### What you will do
In the entries below, spot each line with the word "wrist" and copy it.

### Pixel coordinate listings
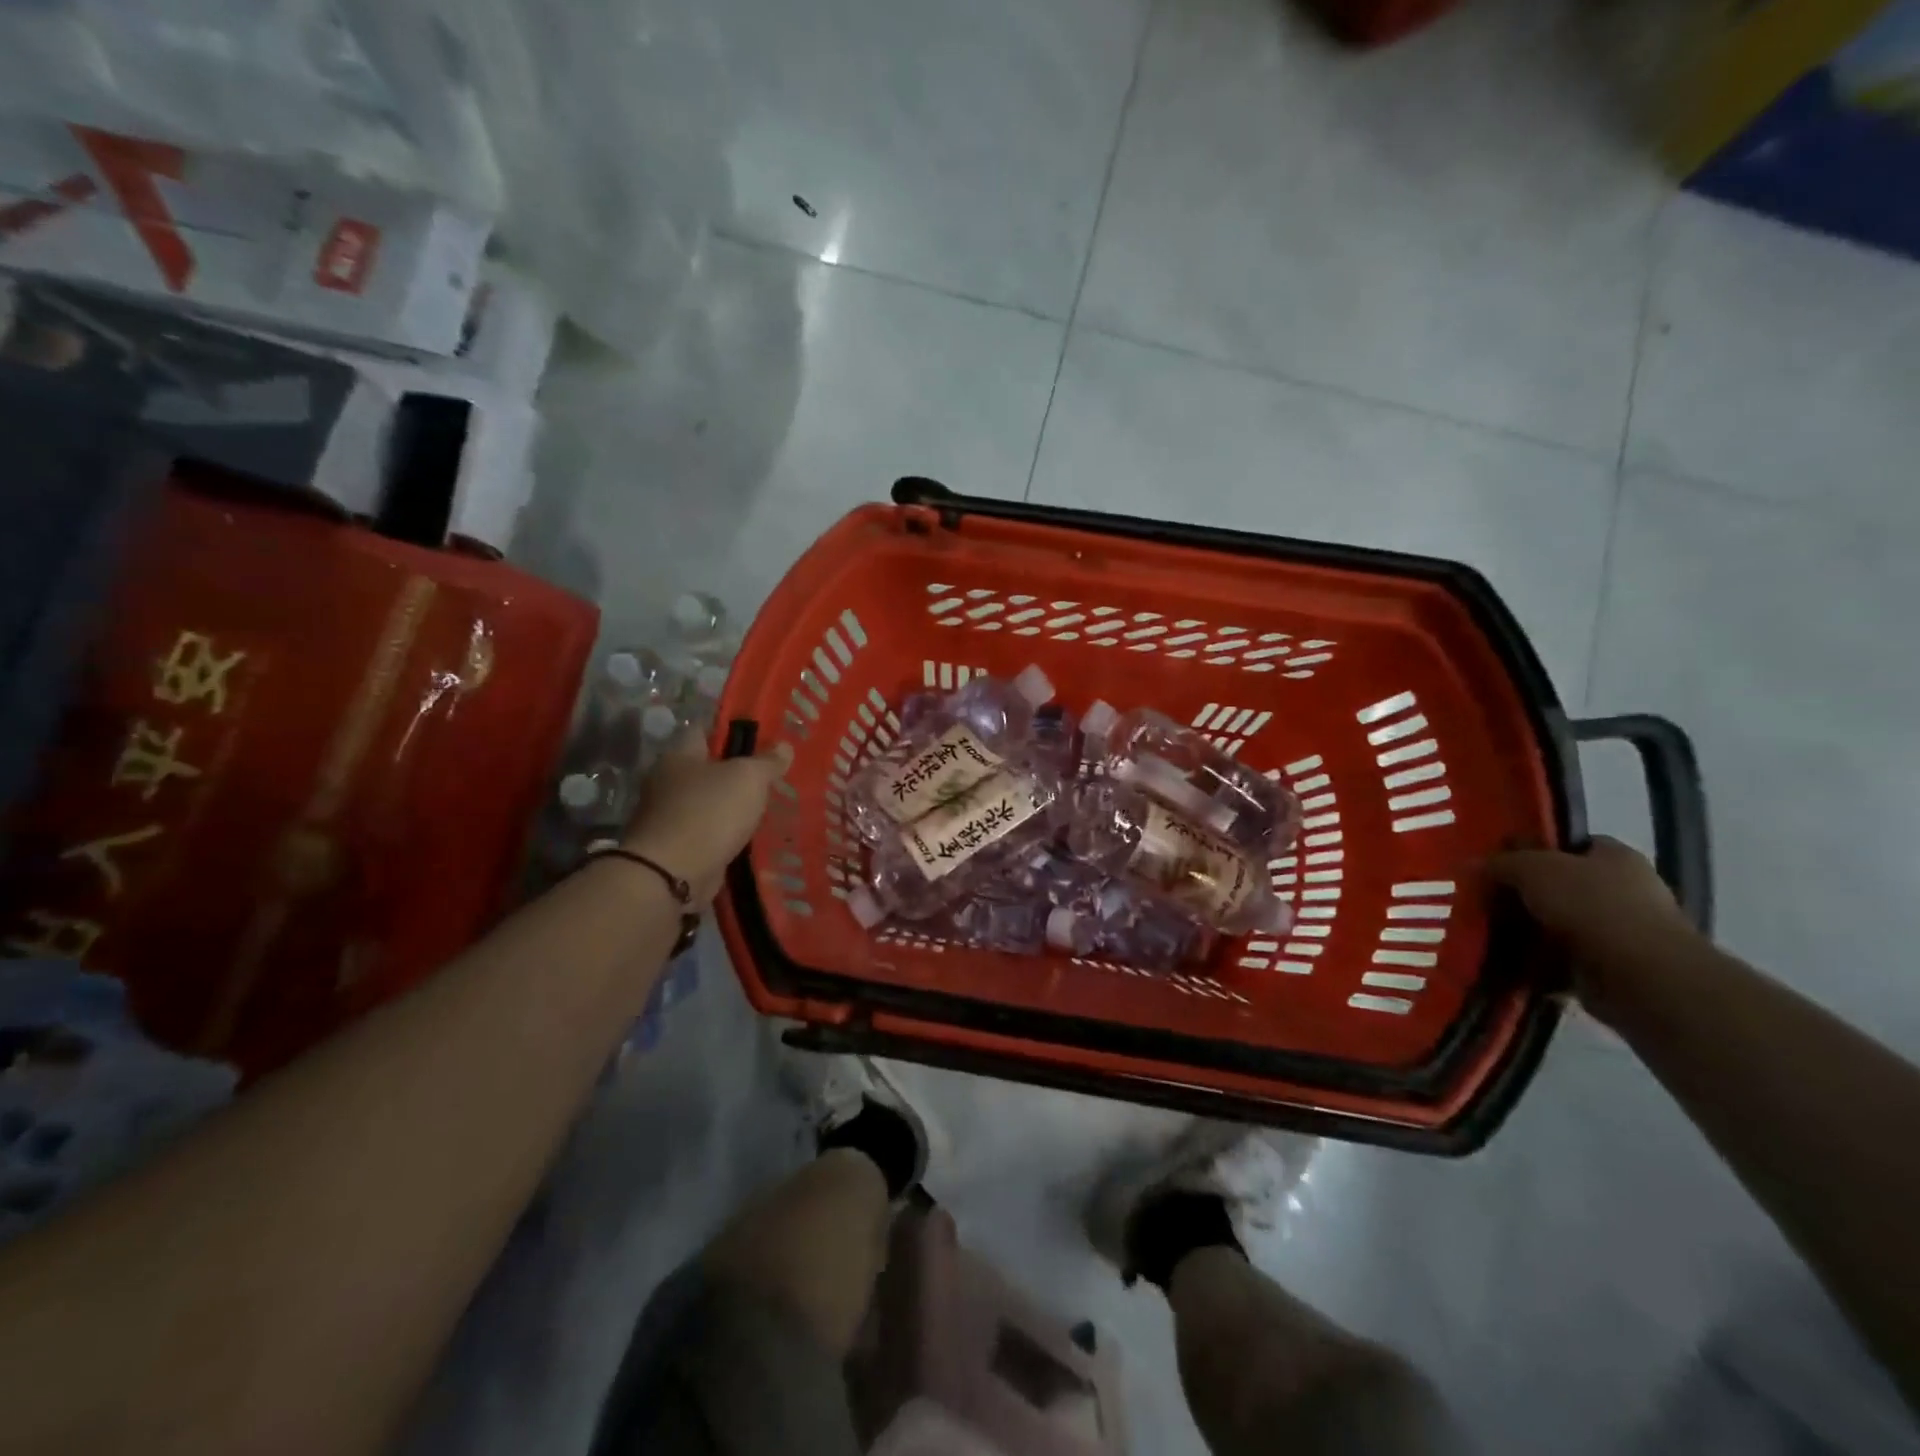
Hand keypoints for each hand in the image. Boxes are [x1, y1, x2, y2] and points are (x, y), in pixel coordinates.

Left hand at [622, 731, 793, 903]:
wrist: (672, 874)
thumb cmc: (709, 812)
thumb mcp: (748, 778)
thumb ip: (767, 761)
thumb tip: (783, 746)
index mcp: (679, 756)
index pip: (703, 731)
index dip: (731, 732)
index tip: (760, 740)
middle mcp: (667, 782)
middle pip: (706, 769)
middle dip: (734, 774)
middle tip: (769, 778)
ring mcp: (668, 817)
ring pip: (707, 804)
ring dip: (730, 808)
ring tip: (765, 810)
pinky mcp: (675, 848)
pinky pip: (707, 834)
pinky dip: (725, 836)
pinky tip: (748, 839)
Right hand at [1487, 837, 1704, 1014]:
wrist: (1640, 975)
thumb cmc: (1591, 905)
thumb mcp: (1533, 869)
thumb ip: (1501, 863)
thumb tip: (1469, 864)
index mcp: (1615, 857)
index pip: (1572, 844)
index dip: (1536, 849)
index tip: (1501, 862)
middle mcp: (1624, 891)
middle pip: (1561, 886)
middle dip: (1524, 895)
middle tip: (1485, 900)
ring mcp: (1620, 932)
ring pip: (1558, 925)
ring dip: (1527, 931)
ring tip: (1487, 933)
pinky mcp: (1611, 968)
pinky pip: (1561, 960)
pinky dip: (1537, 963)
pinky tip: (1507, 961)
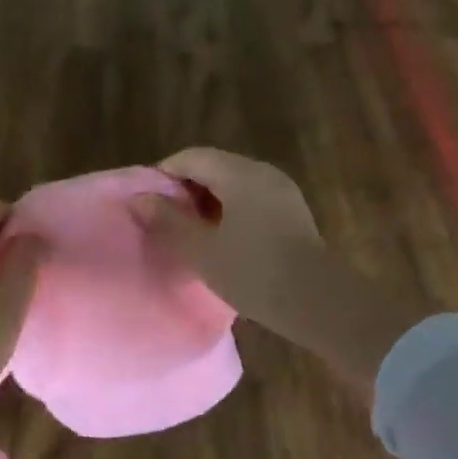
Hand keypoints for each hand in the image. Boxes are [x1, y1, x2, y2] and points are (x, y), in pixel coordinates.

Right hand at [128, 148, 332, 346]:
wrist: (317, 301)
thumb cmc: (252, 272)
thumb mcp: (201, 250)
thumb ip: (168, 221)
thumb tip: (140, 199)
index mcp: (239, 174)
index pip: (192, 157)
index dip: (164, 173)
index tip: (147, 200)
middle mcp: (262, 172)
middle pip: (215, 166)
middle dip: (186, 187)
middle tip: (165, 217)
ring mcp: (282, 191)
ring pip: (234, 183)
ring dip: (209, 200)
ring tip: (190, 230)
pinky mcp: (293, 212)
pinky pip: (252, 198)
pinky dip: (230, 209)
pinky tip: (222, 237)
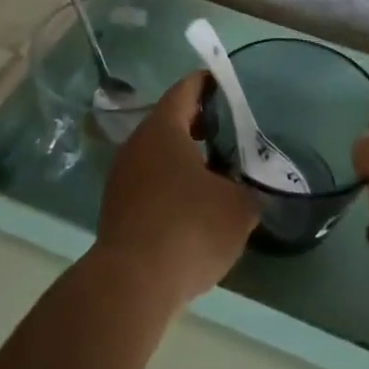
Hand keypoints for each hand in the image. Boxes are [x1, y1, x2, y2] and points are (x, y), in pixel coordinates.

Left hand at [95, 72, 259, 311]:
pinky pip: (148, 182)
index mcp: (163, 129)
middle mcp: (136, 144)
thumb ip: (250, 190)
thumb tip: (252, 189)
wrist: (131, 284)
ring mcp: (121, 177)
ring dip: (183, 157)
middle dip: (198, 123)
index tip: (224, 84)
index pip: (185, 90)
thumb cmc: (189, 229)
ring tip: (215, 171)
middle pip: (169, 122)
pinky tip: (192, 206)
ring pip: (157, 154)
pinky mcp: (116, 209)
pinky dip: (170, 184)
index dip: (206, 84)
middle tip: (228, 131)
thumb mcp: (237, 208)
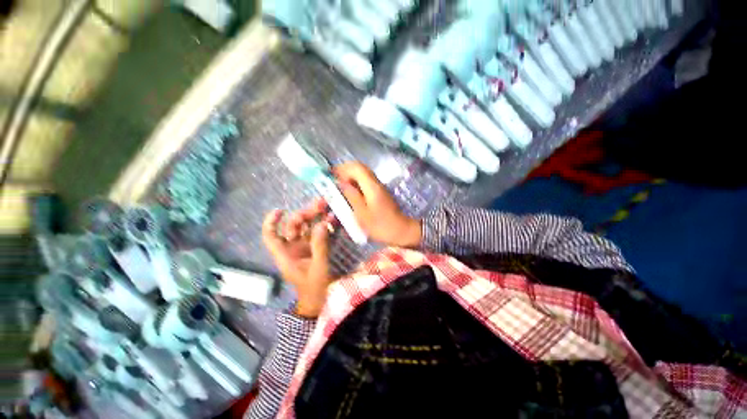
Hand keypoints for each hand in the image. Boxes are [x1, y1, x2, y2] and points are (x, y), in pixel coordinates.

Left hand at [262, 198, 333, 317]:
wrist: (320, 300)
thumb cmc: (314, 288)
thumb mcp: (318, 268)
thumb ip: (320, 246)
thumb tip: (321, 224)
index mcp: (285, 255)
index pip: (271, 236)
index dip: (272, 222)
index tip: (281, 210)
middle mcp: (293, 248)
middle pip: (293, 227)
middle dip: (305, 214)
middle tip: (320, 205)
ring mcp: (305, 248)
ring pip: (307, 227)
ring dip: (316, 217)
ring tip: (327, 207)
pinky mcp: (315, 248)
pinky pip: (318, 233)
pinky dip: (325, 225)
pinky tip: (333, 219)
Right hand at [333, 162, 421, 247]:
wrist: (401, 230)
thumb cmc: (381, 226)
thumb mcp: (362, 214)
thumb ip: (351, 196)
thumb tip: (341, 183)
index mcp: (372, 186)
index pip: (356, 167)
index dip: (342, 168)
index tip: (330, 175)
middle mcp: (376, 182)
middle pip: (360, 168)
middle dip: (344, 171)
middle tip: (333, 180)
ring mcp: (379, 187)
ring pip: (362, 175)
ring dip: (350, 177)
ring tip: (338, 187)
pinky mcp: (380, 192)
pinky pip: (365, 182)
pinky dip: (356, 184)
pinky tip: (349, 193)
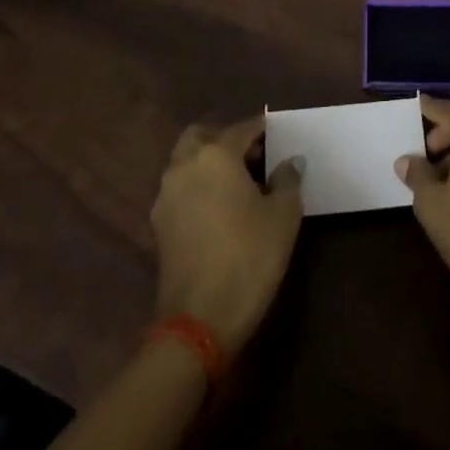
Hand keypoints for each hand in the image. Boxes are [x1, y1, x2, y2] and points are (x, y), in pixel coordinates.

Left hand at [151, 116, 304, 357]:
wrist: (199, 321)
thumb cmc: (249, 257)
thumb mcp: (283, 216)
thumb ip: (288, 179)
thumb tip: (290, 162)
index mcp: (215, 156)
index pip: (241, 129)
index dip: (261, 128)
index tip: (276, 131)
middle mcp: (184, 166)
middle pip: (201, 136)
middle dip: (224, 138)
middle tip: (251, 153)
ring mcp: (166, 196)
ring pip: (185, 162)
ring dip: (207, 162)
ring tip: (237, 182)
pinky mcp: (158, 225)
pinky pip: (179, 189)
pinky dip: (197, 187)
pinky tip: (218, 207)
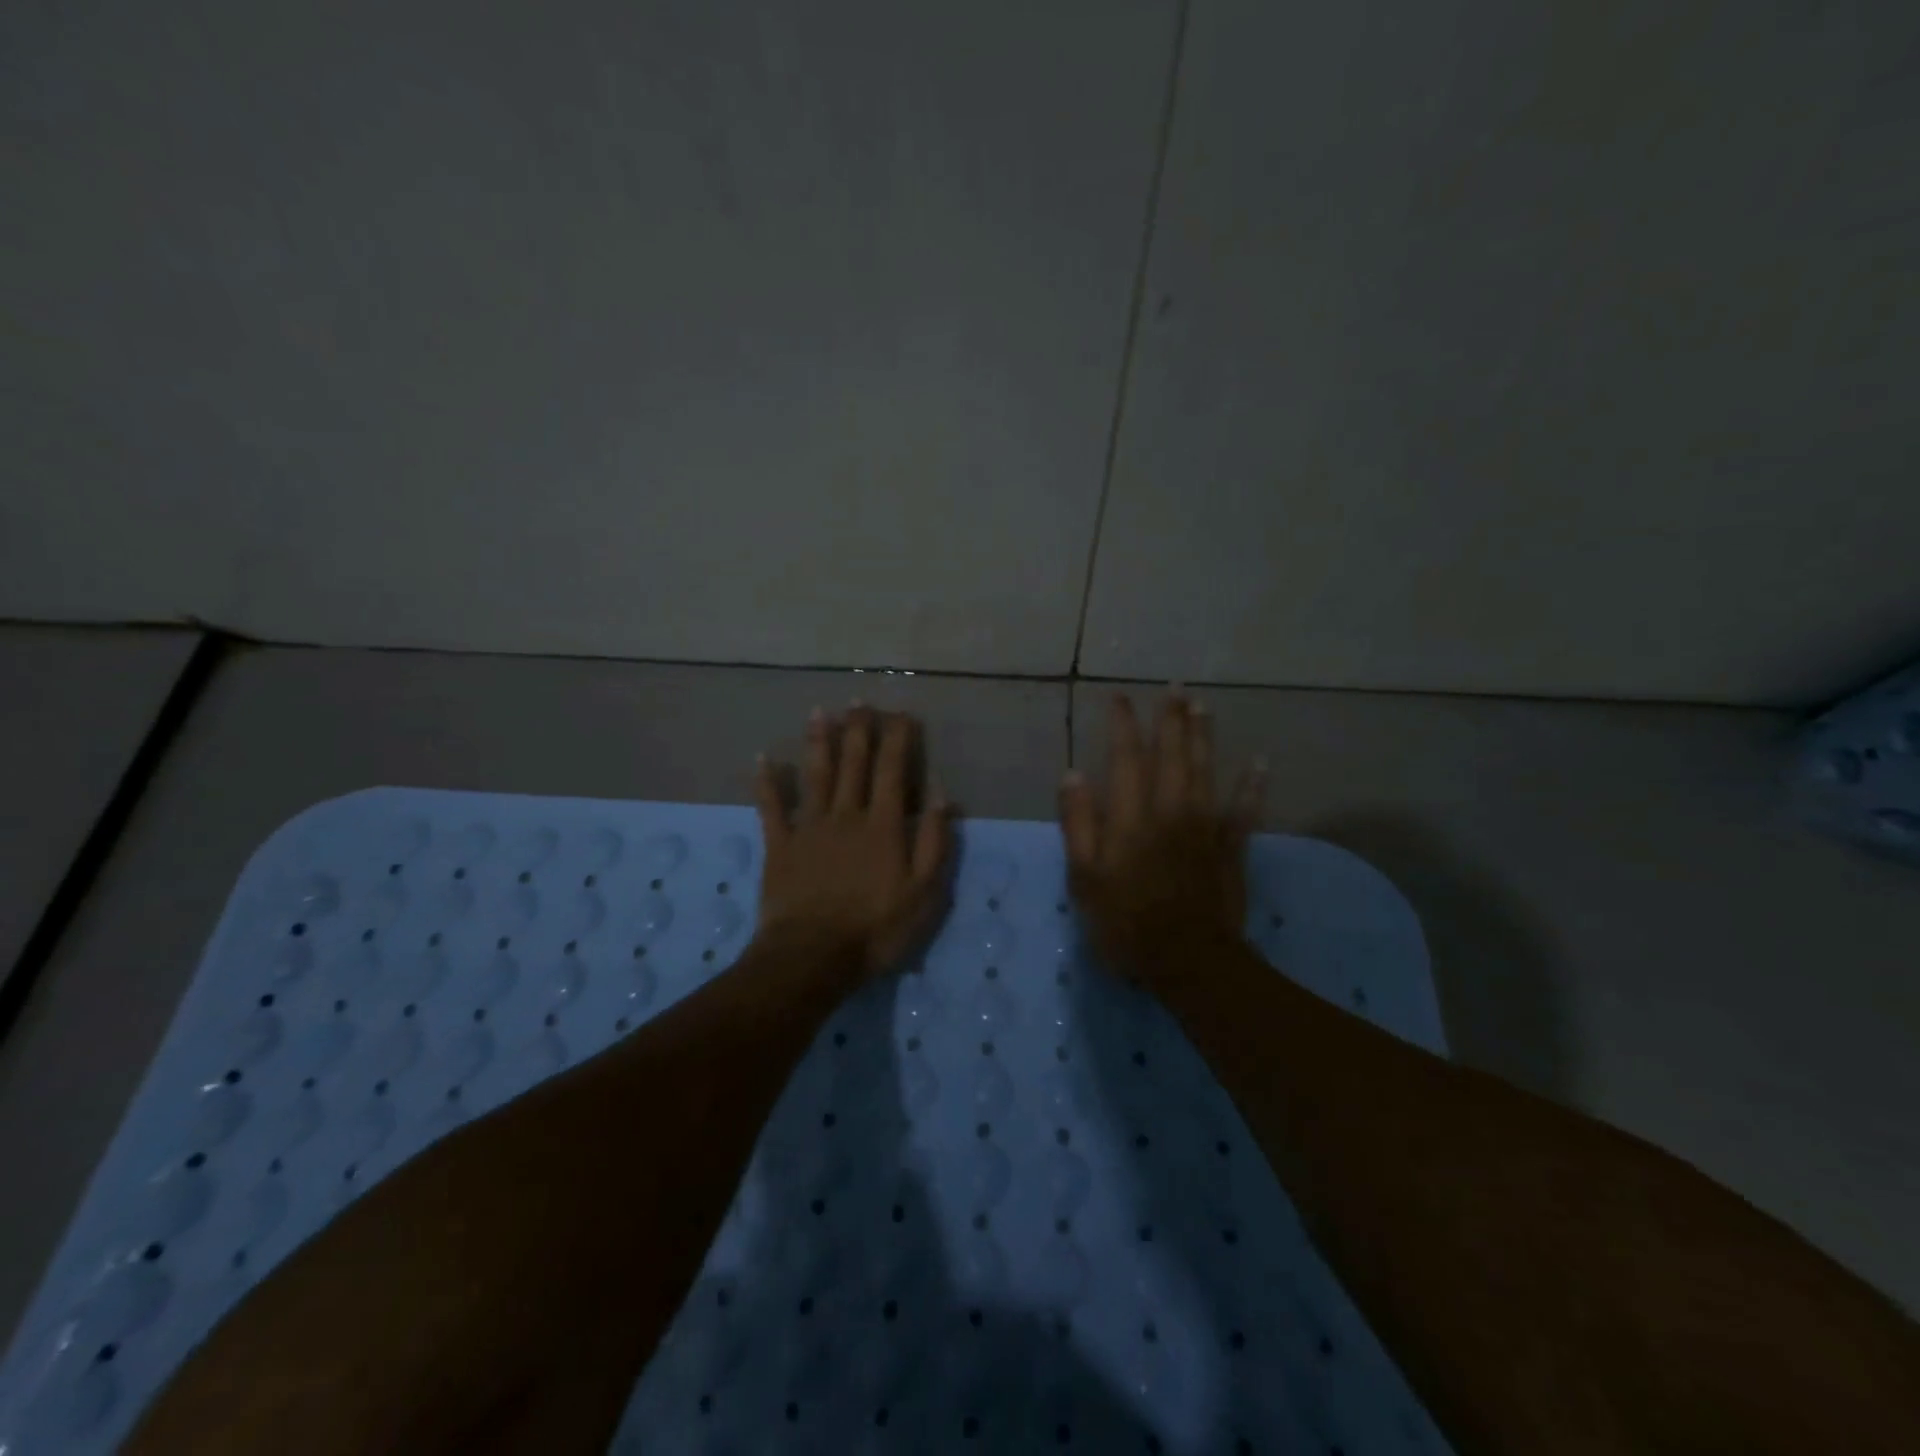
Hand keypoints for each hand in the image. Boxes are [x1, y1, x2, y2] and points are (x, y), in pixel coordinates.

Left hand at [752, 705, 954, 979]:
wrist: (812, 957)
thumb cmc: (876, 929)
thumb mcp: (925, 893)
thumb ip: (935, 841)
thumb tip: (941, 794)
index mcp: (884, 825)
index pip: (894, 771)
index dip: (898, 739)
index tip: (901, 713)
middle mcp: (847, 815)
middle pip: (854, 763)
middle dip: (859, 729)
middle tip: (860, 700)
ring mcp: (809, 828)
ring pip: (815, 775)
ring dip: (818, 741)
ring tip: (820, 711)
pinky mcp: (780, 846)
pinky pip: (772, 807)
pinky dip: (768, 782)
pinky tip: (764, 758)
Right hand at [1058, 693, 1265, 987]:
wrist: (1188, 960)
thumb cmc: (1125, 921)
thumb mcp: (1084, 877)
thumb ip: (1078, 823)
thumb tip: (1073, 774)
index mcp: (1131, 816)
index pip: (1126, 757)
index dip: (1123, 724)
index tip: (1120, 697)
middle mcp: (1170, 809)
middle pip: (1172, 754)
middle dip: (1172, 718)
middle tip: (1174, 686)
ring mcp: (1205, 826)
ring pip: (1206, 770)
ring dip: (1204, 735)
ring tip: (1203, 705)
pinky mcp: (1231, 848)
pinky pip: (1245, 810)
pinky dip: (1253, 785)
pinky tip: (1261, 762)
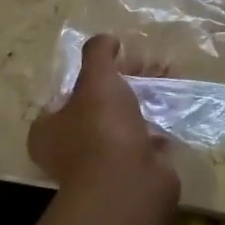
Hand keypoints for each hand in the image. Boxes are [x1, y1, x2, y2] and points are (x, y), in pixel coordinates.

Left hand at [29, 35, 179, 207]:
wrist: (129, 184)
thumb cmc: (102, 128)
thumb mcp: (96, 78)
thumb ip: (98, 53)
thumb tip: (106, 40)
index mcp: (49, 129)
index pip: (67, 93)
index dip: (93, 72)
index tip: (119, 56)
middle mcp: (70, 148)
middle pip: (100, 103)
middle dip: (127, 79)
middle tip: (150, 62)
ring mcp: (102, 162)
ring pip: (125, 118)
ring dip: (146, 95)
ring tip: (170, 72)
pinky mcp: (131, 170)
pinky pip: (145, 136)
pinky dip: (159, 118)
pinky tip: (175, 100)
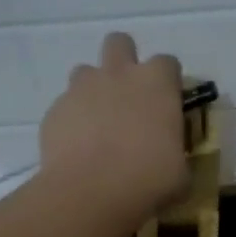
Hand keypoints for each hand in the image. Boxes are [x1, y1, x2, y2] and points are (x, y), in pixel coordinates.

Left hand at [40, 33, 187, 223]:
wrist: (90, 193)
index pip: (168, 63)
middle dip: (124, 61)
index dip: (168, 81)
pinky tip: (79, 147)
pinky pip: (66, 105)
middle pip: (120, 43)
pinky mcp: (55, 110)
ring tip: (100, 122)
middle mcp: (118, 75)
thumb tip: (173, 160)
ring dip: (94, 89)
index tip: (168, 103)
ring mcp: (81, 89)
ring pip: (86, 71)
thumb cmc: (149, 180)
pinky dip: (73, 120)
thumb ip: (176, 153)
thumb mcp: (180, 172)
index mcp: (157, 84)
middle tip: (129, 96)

### Response for this exercise
wrist: (672, 874)
wrist: (1640, 975)
wrist: (317, 301)
wrist: (131, 284)
wrist: (320, 300)
wrist: (401, 230)
wrist: (199, 321)
wrist: (812, 957)
wrist: (1188, 960)
wrist: (129, 184)
wrist: (90, 193)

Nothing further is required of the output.